Sur la ligne 4 de mon bus dans Mavilledefac, il y avait des tas de gens que je croisais régulièrement.

Mavilledefac est une ville de taille tout à fait raisonnable, pile entre Monbledpourri (où j'ai grandi jusqu'au bac) [et où on ne peut jamais faire un pas au "centre-ville" - mot à peine exagéré quand on voit les quatre ruelles qui se battent en duel - sans croiser Madame Machin qui, la dernière fois qu'elle t'a vue, eh ben t'étais haute comme ça *geste à 3 cm du sol*, ou Jenny la connasse qui sort avec le mec de tes rêves, ou Monsieur Prout le prof de piano sadique et pervers, ou Claire D**** qui a tellement bien réussi sa vie de sale conne d'école de commerce...] pile entre ça, donc, et Paris, où tu ne croises quasiment jamais personne à l'improviste - sauf signe du destin intersidéral -, et où il faut vraiment avoir un métier de con pour arriver à prendre les transports en commun régulièrement aux mêmes horaires que quelqu'un d'autre.

Dans le bus 4, donc, il y avait déjà une espèce de sale handicapée (je sais, faut que je fasse des efforts pour le politiquement correct) qui portait, hiver comme été, une cagoule rose un peu grisée par la crasse, et qui marchait tout le temps avec des béquilles. Et il pouvait y avoir 52 places libres dans le bus, elle arrivait vers la plus jolie et la plus fraîche jeune fille qui se trouvait paisiblement assise et lui aboyait un truc inarticulé qui, après décodage minutieux, s'apparentait à quelque chose du genre "C'est mô plôce, dégôgez". Et c'était tellement affligeant, que, oui, tout le monde dégageait.

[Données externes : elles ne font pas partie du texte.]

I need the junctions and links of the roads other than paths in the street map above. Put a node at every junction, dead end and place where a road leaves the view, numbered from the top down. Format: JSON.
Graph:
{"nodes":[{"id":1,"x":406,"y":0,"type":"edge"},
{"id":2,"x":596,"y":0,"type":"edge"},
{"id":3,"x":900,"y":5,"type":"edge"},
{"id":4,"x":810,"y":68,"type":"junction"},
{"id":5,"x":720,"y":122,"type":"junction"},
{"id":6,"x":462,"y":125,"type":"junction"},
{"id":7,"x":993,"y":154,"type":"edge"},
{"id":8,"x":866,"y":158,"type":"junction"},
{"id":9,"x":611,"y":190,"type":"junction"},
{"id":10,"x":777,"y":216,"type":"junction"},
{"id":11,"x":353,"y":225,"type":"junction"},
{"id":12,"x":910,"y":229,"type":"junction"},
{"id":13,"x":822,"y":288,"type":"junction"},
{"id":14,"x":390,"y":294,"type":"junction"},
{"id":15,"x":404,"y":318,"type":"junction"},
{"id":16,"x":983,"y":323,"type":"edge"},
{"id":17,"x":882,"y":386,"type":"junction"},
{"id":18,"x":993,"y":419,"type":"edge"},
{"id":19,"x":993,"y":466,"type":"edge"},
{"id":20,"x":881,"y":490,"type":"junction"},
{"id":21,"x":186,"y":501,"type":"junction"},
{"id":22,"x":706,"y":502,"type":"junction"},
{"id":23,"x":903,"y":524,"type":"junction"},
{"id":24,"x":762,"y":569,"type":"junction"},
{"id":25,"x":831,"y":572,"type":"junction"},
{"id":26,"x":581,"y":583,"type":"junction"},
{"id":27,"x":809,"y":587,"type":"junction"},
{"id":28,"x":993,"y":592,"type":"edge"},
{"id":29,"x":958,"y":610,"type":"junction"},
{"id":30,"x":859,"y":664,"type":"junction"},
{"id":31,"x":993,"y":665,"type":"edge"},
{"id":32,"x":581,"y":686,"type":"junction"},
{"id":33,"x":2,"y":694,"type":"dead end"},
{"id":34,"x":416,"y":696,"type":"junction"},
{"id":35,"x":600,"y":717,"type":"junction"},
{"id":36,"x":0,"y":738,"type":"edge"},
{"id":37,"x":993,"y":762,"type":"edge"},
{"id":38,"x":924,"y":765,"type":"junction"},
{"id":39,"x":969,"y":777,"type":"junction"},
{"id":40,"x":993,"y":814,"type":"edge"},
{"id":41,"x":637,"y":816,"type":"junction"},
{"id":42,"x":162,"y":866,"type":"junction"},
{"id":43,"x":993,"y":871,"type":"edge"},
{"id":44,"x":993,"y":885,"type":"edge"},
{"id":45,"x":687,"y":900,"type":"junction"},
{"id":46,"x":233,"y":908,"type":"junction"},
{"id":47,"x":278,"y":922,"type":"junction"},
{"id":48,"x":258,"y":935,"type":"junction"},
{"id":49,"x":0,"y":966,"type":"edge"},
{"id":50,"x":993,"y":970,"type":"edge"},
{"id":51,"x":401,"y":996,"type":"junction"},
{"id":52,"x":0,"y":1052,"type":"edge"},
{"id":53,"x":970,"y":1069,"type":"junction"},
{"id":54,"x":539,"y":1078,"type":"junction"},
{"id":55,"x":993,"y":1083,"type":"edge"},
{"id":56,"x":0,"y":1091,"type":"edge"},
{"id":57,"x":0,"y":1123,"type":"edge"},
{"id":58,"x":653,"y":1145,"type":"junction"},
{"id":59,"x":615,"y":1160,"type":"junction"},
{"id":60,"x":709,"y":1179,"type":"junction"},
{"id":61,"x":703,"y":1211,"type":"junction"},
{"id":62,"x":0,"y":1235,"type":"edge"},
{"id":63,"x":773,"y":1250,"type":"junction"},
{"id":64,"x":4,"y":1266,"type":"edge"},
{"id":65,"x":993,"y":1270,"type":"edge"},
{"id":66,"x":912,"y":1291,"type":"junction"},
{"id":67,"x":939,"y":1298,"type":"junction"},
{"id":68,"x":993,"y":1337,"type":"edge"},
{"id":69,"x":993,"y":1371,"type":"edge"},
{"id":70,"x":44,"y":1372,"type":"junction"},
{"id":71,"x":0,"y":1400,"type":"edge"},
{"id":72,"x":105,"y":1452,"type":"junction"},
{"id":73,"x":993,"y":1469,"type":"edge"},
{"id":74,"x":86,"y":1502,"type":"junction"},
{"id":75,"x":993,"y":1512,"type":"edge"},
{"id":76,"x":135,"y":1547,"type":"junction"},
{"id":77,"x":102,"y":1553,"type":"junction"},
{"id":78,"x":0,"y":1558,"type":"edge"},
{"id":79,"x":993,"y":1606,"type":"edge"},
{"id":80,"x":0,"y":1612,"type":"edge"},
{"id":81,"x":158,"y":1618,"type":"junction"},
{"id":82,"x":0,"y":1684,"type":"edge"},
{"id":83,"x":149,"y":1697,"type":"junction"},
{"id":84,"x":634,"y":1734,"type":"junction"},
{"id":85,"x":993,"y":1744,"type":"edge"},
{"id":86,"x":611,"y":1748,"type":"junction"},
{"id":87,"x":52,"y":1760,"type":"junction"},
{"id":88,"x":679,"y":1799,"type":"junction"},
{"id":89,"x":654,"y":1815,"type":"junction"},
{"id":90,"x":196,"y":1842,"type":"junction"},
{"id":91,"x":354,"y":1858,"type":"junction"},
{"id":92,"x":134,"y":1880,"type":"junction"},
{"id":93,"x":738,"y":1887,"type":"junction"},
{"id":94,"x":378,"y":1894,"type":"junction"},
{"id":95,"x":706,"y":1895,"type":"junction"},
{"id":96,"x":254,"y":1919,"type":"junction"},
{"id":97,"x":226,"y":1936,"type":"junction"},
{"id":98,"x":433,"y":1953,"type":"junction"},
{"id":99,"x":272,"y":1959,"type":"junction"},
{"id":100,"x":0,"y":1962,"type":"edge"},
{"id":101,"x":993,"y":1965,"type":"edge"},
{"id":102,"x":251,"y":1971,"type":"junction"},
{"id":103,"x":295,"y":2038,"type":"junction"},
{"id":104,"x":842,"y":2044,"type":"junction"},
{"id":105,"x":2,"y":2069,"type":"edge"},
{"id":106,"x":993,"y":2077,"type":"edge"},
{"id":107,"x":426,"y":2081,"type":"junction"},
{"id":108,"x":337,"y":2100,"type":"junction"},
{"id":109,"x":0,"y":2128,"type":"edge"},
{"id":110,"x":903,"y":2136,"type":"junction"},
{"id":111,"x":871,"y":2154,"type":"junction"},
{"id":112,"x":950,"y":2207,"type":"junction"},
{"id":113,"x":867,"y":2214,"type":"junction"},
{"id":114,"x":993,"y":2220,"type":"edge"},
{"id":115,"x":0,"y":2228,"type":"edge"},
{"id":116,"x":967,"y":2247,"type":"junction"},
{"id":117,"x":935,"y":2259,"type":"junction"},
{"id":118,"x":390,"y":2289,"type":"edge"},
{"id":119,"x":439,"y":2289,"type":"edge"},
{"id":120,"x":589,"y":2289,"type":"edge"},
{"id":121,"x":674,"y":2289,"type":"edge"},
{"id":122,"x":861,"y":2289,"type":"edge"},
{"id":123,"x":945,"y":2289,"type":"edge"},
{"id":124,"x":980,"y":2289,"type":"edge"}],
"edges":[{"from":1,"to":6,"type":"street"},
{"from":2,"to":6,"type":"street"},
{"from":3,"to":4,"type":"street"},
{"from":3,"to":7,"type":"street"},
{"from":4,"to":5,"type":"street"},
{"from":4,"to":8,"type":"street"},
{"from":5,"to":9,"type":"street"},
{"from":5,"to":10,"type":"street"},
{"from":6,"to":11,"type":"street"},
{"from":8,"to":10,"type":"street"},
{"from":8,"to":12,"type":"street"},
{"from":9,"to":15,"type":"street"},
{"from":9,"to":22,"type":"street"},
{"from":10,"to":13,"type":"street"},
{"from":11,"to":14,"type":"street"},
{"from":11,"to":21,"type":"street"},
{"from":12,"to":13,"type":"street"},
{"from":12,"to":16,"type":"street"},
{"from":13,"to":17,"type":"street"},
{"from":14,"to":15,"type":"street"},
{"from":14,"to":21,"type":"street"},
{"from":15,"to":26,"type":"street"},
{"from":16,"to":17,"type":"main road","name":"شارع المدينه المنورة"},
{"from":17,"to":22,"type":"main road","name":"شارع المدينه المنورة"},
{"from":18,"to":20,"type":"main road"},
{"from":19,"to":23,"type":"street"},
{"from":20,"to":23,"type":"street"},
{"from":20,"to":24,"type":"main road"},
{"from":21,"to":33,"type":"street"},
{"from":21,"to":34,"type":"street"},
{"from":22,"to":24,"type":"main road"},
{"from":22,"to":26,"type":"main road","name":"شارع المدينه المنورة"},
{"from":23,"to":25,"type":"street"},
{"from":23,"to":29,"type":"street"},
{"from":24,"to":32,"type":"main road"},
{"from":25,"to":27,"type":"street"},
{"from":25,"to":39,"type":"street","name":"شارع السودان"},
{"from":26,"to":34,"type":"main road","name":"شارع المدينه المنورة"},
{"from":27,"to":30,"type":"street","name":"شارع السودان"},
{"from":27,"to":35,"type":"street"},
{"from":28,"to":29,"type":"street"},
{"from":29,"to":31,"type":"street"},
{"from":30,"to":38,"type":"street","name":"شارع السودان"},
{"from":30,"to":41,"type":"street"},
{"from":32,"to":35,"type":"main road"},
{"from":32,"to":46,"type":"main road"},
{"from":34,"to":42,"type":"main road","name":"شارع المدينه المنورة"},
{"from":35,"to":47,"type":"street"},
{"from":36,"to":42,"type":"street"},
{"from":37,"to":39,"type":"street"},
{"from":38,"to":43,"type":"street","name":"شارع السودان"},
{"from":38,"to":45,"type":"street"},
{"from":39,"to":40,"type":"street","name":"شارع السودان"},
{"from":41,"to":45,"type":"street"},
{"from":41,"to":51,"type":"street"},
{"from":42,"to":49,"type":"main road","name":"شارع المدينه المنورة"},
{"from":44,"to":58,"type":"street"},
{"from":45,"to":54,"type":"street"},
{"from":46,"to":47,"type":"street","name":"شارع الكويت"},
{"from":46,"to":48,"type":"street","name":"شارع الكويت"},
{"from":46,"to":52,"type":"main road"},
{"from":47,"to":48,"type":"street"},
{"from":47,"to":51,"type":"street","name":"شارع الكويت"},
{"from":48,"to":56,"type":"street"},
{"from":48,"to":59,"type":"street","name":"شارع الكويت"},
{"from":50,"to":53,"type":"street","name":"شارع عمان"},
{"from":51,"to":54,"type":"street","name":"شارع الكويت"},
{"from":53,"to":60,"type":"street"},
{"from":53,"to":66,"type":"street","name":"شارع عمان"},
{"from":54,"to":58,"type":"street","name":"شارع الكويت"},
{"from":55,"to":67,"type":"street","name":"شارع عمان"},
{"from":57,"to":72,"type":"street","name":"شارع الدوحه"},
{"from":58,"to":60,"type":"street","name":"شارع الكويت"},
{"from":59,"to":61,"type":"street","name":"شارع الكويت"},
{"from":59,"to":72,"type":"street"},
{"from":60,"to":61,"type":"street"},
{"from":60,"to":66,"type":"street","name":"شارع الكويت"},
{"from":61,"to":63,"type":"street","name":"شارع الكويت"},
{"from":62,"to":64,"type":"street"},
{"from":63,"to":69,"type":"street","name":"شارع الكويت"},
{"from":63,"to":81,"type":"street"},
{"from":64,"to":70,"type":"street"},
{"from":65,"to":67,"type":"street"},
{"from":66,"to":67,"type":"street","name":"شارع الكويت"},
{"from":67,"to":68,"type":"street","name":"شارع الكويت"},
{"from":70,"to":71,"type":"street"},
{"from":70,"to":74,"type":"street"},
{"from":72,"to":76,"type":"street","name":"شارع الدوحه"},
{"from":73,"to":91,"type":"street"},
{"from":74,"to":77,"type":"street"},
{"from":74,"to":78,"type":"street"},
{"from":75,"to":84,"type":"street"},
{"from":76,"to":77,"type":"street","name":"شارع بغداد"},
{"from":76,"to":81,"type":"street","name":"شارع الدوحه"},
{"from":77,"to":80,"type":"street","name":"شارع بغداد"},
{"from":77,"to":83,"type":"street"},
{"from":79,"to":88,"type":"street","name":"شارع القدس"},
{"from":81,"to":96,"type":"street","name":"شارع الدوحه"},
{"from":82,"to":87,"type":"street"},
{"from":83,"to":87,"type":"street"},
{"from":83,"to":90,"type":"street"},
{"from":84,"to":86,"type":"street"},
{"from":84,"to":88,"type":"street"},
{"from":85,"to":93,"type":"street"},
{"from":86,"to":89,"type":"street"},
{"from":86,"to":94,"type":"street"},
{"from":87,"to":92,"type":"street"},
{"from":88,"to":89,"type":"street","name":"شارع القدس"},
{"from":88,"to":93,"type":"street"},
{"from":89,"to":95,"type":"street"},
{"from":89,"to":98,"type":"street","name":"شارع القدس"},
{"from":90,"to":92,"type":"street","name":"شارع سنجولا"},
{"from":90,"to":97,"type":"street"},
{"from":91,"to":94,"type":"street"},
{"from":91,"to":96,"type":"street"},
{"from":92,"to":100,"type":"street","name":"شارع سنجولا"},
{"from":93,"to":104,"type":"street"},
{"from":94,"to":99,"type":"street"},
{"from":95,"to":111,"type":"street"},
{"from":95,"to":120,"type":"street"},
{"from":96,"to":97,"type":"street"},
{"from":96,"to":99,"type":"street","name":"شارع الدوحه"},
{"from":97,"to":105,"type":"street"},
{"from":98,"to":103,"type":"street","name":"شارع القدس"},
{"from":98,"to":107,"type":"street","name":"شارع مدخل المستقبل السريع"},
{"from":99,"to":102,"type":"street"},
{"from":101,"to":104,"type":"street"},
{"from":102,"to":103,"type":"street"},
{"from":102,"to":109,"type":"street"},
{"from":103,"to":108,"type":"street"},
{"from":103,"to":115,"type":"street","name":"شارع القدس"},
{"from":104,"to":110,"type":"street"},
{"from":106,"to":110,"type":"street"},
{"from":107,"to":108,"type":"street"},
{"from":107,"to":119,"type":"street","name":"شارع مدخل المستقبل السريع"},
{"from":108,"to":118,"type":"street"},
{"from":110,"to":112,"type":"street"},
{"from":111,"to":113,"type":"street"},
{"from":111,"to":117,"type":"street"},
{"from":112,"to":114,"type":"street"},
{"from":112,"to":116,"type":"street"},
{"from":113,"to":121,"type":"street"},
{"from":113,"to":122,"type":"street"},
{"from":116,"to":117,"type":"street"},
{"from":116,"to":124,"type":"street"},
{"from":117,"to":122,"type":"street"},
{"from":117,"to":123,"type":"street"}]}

Il y avait ensuite une vieille pute. (Littéralement, je me le demande encore). Hiver comme été, elle portait des habits de cuir blanc d'un goût très sûr, et sa peau complètement flétrie était plâtrée d'un fond de teint genre Terracotta n°16, sur lequel elle se sentait obligée de rajouter un bon coup de blush rose fushia assorti à son rouge à lèvres. Souvent elle mettait des chapeaux, blancs toujours, mais différents, parfois une grosse toque en poil de lapin, parfois un chapeau de paille de 80 cm de diamètre. Elle parlait toute seule, je ne me rappelle plus trop ce qu'elle disait, elle racontait ses malheurs, quoi, et une fois, elle s'était levée d'un siège, dégoûtée, parce que c'était sale, et elle avait ajouté que ça c'était les jeunes d'aujourd'hui, que c'était la "crasse des jeunes", et puis elle était partie en continuant sur la déchéance du pays à cause des jeunes générations, et caetera, et caetera.

Et puis il y avait cette vieille dame. C'était difficile de lui donner un âge, parce que son chignon était encore brun, mais c'était une teinture, obligé, même si elle était très bien faite. Elle avait aussi une peau flétrie mais elle avait dû être tellement belle et prendre tellement soin d'elle qu'elle était encore resplendissante. Elle était toujours parfaitement coiffée, elle se tenait toujours parfaitement droite et digne, sans pour autant faire vieille bourgeoise désagréable, non, elle s'habillait relativement discrètement, mais classe ; elle avait des jambes encore très belles, fines et élégantes, dans de vrais collants de femme, et pas dans des vieux trucs en mousse de mémé. Elle me faisait l'impression d'une femme qui attend son amour parti dieu sait où depuis des années, prête à l'accueillir, toujours. Sauf que je me plantais sûrement, c'était juste une femme classe qui s'occupait d'elle, pour elle. J'aimerais bien reprendre ce bus et voir si elle est toujours là, voir qu'elle a vieilli, un peu (forcément), et peut-être lui parler. J'en ai eu souvent envie, parfois nos regards se croisaient, et elle était tellement bienveillante.

Et puis c'est dans ce bus, plus ou moins, que j'ai rencontré Charlotte. La seule fille sympa de ma classe (comme quoi les étudiants sont les mêmes partout) et la seule aussi, qui habitait à 50 mètres de chez moi.
Je ne mesurais pas ma chance alors.

C'est terrible, à quel point ça me manque, une vraie copine, quelqu'un de vif, quelqu'un qui me parle d'autre chose que des cours, quelqu'un qui voit loin, quelqu'un qui pense tout seul, quelqu'un à qui discuter de conneries de filles.
A la seule idée de retourner à la fac demain, de me taper cette copine molle qui m'emmerde, ça me déprime à un point incalculable.